I’m tasked with storing data for a number of IoT devices (more than 50k devices), which is ingested in batches.
Multiple time series at different resolutions are associated to each device, although some devices might not have all of them.
Typical series have the following resolutions:
- minutes (datapoints are from 1 to 10/15 minutes intervals, sometimes irregularly)
- hours: one datapoint per hour (with timestamp at minute 0 of the hour)
- days: one datapoint per day (with timestamp 00:00 of the day)
- months: one datapoint per month (with timestamp 00:00 of the first day of the month)
- years: one datapoint per year (with timestamp 00:00 of the first day of the year)
Obviously, the smaller the resolution, the more data we have.
Queries can request ONE timeseries for one or multiple devices, but all the requested series in the query will have the same resolution (eg, hourly series for device x and y, or just for a single device).
Typically, all devices have at least the finer-resolution series (minutes and hours); some devices have more, and some have all series.
If a query requests a series that the wanted device is missing, it needs to be synthesized on the fly by performing aggregation on the first series available that has a higher resolution. This is possible because each device has a type that determines exactly which series it has. (As an aside, it would be great to have this aggregation performed automatically by crateDB, but I don’t know if that’s even possible.)

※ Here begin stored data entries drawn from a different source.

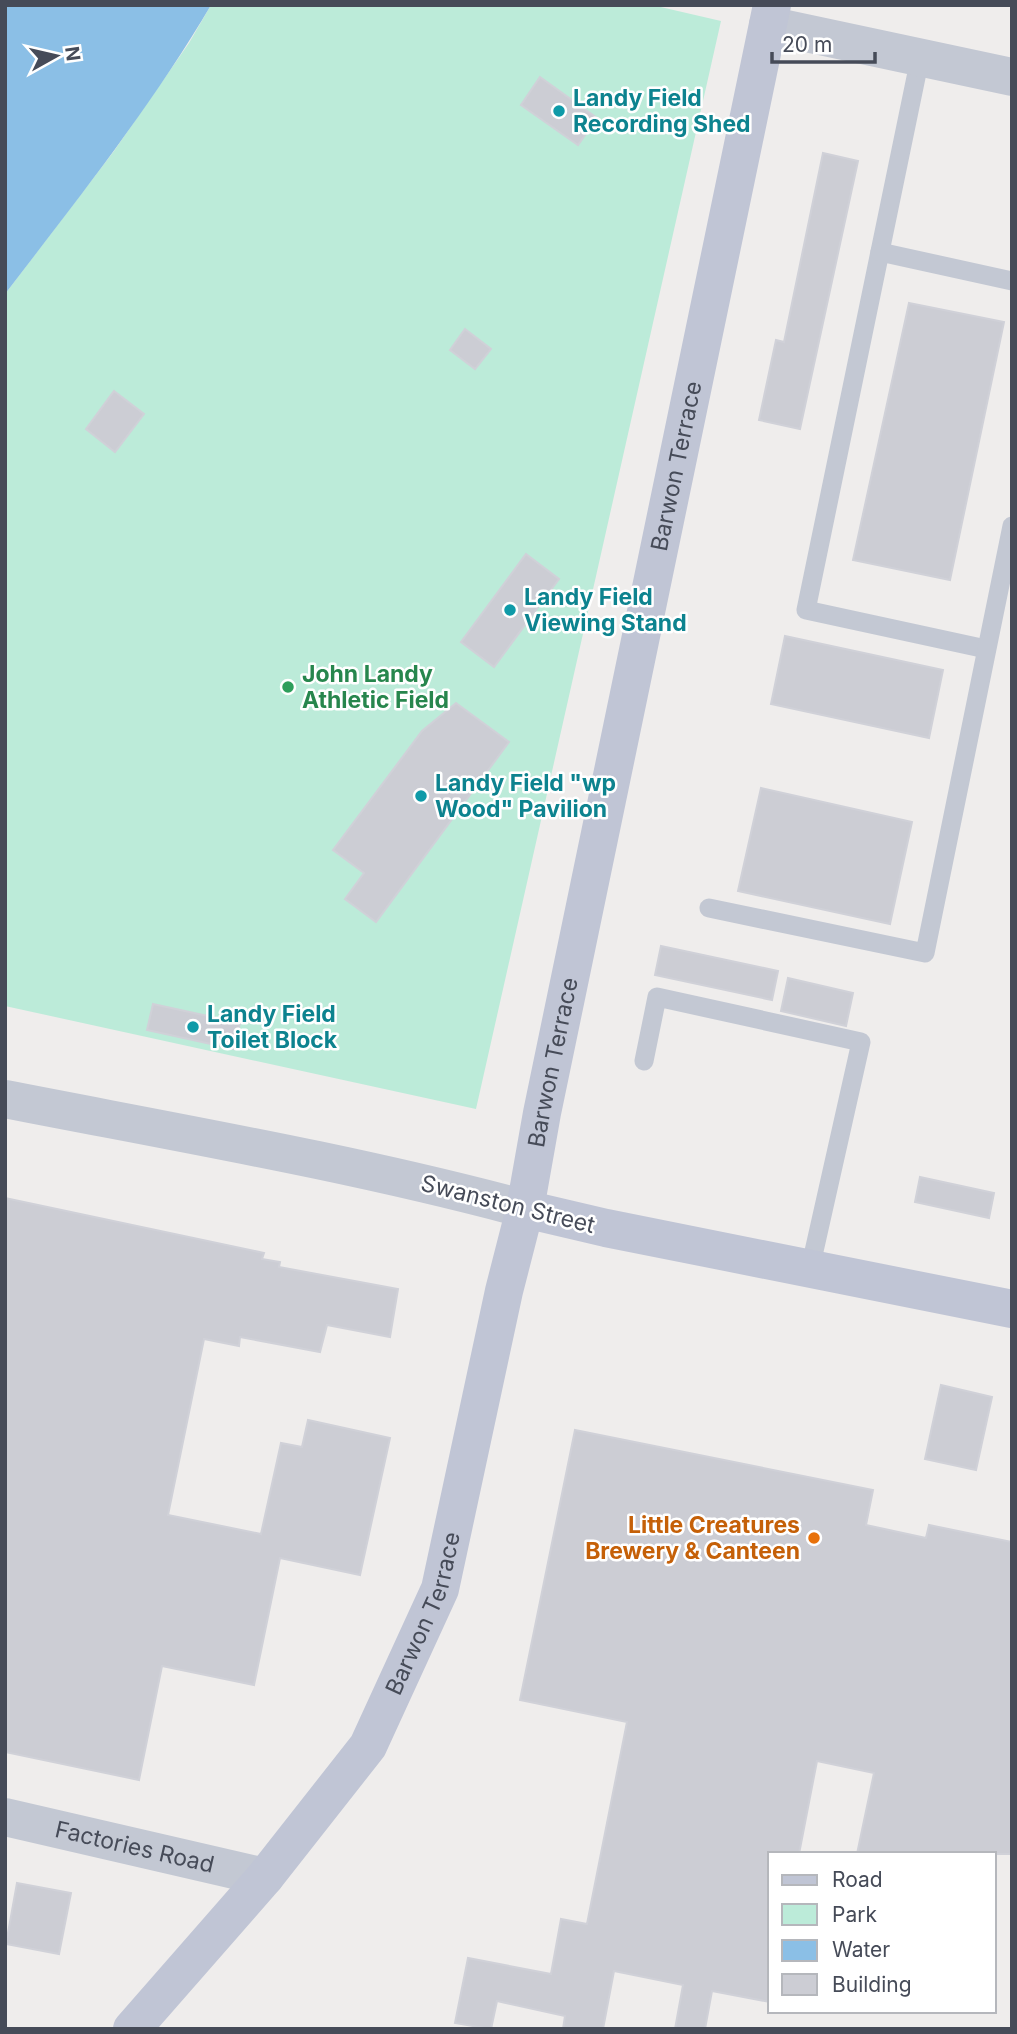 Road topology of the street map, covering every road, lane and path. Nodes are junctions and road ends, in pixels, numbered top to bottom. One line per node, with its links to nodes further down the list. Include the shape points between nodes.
1 (770, 15): 2 (street); 11 (street, Barwon Terrace)
2 (920, 58): 3 (street); 4 (lane)
3 (1012, 78)
4 (880, 252): 5 (lane); 7 (lane, via 806,610)
5 (1012, 281)
6 (1012, 526): 7 (lane)
7 (986, 649): 8 (lane, via 925,953)
8 (709, 908)
9 (644, 1061): 12 (lane, via 657,997 861,1042)
10 (5, 1099): 11 (street, Swanston Street, via 306,1158)
11 (525, 1209): 12 (street, Swanston Street); 15 (street, Barwon Terrace, via 440,1589 368,1746)
12 (810, 1269): 13 (street, Swanston Street)
13 (1012, 1309)
14 (5, 1817): 15 (street, Factories Road)
15 (265, 1877): 16 (street, Barwon Terrace)
16 (132, 2029) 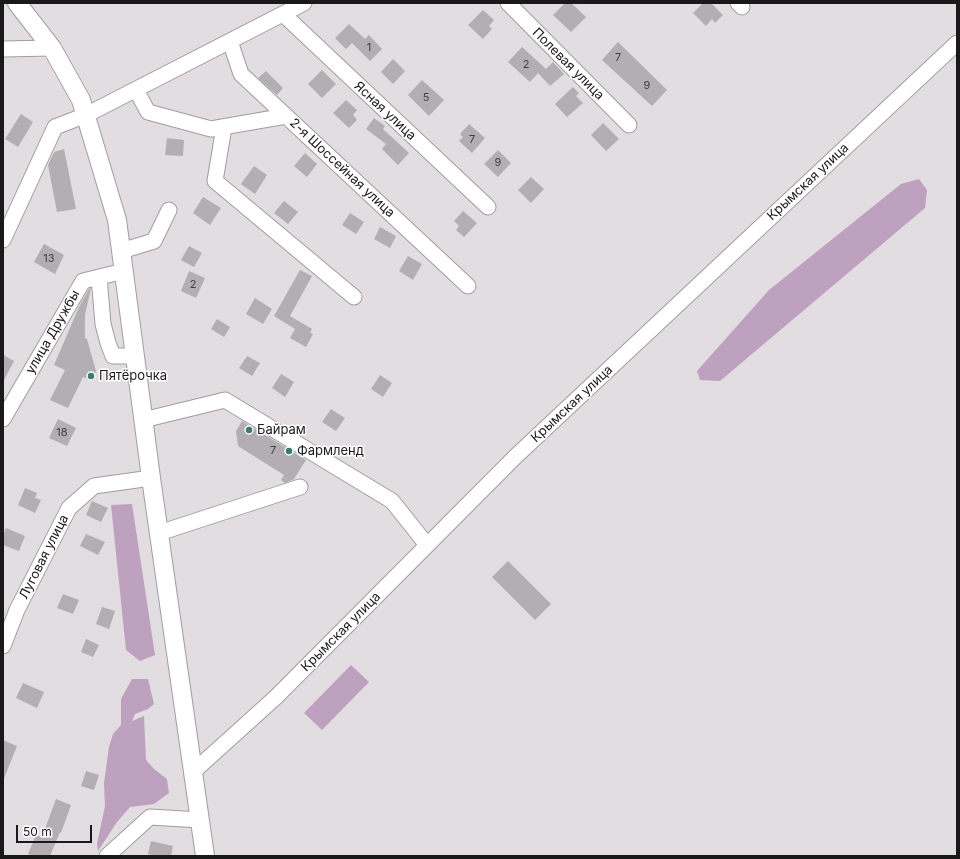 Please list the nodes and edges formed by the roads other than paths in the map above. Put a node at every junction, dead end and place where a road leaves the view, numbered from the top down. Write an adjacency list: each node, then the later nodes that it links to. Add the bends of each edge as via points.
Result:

So, back to the topic, it seems logical to me to have at least the following fields in the table(s):
device_id; timestamp; value
(the application also uses the same device_id
as the key to access another external table which holds the details of the device)
Now I was wondering whether I should also add a resolution
field in there and keep everything in a single table, or create dedicated tables for the various resolutions (or yet something else). I understand that in turn this affects the partitioning and sharding strategies.
I’m trying to understand if performance can suffer by using a single table for everything.
Thanks for any advice.